No contexto das políticas públicas ambientais, esses resultados apontam a necessidade de desenvolver ações específicas e inovadoras condizentes com a realidade dos assentamentos rurais localizados na Amazônia Legal que, diferente dos projetos pensados para outras regiões do país, cujo objetivo era apropriação da terra e a expansão da cultura agrícola, foram criados com o propósito de prover moradia e a produção sustentável às famílias que não possuem condições econômicas para adquirir uma propriedade.
Diante dessa lógica, as áreas de assentamentos rurais se tornaram um dos principais elementos do mundo rural na Amazônia Legal, esses números, no entanto, seriam mais expressivos se cada lote correspondesse de fato a um estabelecimento agrícola, através da regularização fundiária e consequentemente segurança jurídica.
Na realidade, é de conhecimento de todos, que existem processos de concentração fundiária em várias áreas do INCRA e dos Institutos de Terras nos Estados, bem como abandono e descontrole de lotes, dificuldade de ocupar todos os lotes criados nos assentamentos rurais.
Vale ressaltar, que esses assentados da reforma agrária são particularmente vulneráveis a práticas extorsivas de fraudadores e de grileiros que buscam a apropriação ilegal de lotes da reforma agrária.

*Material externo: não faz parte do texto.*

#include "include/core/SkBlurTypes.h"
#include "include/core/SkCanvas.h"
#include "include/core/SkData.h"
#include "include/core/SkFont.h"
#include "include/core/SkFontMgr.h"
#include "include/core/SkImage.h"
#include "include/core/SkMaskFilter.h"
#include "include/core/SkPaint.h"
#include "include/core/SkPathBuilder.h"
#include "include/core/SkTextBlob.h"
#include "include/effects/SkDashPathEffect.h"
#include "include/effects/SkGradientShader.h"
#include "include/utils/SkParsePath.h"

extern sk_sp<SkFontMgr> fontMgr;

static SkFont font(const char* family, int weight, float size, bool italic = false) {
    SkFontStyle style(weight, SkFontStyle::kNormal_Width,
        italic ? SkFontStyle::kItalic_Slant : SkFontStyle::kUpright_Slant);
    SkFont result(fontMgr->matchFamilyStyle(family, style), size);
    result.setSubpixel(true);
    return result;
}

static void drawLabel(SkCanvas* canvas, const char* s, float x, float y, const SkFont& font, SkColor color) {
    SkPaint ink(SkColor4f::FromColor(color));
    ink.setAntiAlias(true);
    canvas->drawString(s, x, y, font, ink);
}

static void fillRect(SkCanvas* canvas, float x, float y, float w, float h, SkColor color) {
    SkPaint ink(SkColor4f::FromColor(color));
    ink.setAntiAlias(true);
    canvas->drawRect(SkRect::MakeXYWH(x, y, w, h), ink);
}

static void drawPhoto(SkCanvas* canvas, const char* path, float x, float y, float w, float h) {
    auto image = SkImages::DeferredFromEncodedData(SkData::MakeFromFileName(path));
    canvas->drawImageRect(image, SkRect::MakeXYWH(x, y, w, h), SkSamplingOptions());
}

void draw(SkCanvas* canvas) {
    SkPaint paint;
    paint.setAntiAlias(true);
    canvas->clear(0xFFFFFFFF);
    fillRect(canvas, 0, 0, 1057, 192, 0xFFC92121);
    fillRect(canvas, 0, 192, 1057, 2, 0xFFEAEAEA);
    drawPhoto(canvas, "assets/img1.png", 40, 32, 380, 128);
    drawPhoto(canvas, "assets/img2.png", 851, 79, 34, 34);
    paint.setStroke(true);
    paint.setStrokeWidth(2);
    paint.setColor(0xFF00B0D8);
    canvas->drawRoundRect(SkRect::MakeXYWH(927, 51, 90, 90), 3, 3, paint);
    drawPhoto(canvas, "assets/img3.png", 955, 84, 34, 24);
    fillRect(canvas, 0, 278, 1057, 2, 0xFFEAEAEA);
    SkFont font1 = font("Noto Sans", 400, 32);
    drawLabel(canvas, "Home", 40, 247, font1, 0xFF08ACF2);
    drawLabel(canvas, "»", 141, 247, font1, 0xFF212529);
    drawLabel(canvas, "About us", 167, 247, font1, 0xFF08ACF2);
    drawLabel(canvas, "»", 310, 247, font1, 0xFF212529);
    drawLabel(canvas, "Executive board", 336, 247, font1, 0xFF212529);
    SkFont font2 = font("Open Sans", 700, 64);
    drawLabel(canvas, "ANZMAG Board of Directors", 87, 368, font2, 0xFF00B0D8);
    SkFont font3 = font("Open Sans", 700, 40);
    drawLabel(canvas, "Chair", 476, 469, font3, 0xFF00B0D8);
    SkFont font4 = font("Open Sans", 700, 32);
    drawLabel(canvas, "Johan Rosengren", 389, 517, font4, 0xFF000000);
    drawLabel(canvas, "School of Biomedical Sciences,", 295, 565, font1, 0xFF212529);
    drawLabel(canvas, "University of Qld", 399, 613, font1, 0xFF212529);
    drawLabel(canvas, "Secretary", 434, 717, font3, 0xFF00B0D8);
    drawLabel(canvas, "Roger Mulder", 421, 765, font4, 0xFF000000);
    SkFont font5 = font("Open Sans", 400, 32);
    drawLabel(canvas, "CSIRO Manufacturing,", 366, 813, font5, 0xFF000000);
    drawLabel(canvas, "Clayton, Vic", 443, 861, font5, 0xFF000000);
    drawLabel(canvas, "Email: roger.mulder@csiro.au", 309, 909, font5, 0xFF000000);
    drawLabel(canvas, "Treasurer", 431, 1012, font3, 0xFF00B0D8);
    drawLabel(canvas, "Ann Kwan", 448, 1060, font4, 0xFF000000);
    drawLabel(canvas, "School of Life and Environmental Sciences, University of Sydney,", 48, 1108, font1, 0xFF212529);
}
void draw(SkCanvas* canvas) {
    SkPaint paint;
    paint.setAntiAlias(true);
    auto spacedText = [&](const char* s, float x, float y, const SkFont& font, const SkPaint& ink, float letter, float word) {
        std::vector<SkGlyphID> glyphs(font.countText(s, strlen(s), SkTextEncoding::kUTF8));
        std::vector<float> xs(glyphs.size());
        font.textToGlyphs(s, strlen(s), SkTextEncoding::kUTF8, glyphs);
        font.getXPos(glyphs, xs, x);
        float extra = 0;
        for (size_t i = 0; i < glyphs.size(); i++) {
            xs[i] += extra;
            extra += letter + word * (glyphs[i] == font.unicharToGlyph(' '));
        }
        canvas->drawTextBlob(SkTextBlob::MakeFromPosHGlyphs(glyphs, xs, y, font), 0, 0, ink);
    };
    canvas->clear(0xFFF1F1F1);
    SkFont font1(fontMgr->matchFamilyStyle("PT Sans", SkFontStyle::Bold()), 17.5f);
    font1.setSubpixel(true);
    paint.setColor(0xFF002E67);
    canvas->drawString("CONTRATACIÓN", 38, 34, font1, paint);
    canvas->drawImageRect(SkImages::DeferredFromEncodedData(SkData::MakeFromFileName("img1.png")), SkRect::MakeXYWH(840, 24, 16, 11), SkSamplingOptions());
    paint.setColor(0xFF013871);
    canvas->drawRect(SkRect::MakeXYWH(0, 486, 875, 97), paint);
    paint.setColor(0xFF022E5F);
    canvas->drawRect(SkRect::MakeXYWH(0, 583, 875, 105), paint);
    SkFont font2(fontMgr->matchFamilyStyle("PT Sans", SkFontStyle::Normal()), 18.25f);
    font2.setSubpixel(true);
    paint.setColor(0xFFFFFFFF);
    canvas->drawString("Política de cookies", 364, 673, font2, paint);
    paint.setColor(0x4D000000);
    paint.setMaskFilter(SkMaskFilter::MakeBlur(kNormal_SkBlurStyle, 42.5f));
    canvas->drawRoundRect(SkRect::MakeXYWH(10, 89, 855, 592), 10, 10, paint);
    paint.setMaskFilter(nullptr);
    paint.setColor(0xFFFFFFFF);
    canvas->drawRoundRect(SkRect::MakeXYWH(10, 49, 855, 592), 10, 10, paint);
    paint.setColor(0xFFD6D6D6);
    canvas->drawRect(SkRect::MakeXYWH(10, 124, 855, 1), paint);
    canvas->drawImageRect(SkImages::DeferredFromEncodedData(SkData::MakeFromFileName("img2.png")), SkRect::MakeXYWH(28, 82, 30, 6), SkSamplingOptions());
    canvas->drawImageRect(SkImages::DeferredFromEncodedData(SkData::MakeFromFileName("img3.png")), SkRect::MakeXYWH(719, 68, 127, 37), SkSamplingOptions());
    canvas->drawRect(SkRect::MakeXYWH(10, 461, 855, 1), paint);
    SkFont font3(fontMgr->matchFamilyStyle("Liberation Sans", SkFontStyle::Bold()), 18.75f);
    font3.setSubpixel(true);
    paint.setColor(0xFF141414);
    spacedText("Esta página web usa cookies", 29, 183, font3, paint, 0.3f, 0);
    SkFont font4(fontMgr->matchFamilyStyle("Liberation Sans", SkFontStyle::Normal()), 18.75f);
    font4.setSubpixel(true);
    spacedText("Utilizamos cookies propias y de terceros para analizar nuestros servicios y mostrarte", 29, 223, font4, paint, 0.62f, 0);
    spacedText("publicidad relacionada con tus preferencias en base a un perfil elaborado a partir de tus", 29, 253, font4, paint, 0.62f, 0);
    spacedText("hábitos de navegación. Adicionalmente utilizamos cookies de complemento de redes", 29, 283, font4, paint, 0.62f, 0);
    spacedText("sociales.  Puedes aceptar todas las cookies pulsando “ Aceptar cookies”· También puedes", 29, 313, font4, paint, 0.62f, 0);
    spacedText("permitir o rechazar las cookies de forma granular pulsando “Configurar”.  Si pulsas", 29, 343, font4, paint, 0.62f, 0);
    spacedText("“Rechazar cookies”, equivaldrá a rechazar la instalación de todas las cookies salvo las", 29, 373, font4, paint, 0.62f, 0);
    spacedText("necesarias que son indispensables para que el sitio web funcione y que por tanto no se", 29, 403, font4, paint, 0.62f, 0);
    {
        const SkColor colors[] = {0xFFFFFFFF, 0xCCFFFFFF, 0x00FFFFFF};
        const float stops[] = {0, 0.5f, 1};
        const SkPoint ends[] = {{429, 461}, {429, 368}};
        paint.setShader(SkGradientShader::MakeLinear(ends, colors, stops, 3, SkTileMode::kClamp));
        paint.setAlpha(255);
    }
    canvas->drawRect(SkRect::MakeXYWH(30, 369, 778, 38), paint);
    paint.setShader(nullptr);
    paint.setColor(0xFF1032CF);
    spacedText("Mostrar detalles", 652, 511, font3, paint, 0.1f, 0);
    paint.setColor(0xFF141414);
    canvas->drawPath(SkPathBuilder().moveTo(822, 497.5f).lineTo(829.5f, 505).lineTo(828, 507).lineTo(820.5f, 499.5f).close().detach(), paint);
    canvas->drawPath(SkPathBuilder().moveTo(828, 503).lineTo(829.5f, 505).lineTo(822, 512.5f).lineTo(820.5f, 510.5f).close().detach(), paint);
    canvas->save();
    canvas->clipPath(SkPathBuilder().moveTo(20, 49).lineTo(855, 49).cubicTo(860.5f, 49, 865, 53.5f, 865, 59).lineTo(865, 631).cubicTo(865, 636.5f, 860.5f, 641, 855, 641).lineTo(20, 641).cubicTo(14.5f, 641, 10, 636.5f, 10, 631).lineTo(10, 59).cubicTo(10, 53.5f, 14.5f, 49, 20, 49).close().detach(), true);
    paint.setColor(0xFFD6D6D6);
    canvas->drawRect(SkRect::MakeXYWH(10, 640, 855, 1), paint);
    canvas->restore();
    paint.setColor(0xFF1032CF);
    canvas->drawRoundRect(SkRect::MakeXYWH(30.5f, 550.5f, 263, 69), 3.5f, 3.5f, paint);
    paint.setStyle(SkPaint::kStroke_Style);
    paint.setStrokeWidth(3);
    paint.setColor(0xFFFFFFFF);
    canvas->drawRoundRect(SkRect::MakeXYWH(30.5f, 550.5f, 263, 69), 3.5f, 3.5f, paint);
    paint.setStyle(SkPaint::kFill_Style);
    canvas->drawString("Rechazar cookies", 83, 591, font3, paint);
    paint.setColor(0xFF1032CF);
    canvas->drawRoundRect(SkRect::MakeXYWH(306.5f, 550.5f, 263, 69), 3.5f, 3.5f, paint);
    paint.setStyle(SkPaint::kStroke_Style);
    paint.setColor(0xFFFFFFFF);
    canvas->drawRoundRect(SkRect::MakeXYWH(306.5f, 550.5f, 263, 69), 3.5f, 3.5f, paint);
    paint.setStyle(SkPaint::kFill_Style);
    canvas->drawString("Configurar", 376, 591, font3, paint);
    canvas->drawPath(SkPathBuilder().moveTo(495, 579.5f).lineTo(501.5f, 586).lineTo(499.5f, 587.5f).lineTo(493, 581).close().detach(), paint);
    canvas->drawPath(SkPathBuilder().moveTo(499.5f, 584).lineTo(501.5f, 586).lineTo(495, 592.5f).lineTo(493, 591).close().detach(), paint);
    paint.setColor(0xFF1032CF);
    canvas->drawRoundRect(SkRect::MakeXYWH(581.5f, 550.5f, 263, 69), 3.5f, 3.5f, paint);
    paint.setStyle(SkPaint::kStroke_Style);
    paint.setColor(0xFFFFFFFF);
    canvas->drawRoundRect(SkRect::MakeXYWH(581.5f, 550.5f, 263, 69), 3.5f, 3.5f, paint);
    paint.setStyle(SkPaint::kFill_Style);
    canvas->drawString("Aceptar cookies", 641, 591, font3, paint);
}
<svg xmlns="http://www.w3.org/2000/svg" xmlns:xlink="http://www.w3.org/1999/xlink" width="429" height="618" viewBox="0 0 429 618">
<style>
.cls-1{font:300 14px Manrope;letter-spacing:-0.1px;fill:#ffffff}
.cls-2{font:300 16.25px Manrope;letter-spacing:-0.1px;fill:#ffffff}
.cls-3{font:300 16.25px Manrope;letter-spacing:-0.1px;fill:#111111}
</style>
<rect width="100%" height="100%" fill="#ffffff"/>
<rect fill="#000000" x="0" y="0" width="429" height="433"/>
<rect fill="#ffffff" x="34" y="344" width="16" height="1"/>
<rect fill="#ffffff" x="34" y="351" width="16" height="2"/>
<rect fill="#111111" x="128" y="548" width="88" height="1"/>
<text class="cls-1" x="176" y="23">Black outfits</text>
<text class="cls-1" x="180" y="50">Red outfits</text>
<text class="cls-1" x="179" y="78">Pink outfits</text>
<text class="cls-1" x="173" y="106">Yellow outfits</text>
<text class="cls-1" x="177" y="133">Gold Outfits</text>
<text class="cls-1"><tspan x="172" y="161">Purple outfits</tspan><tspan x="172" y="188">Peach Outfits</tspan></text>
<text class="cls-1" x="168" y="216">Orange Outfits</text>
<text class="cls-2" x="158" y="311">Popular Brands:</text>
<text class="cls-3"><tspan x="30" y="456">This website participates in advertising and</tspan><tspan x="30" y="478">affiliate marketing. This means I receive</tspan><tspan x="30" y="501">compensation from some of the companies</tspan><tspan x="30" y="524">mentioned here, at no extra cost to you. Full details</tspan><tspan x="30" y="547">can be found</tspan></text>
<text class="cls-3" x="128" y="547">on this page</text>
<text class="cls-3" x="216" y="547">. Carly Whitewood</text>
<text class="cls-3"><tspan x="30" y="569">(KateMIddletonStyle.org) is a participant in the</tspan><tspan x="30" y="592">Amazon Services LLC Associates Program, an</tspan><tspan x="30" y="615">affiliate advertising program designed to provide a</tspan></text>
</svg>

Isso porque parte dos assentados da reforma agrária sofre de graves faltas de infraestruturas básicas, serviços públicos, bem como de apoio do Estado para viabilizar o desenvolvimento do assentamento, situação que insere essas famílias em condições vulneráveis e suscetíveis à venda ilegal de lotes a particulares não elegíveis para a reforma agrária, e sem controle estatal.
Aproveitando essa fragilidade, os grileiros podem explorar a situação de vulnerabilidade desses assentados ao pressioná-los e ameaçá-los para abandonar, ceder ou vender os seus lotes, a preços inferiores aos do mercado. Além das práticas de extorsão, esses esquemas de grilagem incluem frequentemente o uso de laranjas para esconder os verdadeiros grileiros e facilitar as fraudes nos assentamentos rurais.
Esse processo de apropriação ilícita foi identificado na operação do MPF “Terra Prometida”, em que a situação dos lotes invadidos ou comprados ilegalmente teria sido subsequentemente regularizada por servidores corruptos do INCRA, que inseriram documentos falsos, como cartas de desistência, nos sistemas de controle.
Constam no processo Terra Prometida que esses funcionários públicos também efetuaram vistorias fictícias para comprovar a ocupação efetiva de laranjas enquanto, na prática, os fazendeiros da organização criminosa se aproveitavam dessas terras para reconcentrar as parcelas destinadas à reforma agrária. De acordo com o Ministério Público, apenas 10% das parcelas do assentamento estavam ocupadas regularmente por causa desse esquema de corrupção.
Além de fazendeiros envolvidos, teriam sido envolvidos nesse esquema, que incidiria sobre cerca de mil lotes e cujas fraudes alcançariam R$ 1 bilhão, o MPF também investigou e identificou a participação de políticos locais.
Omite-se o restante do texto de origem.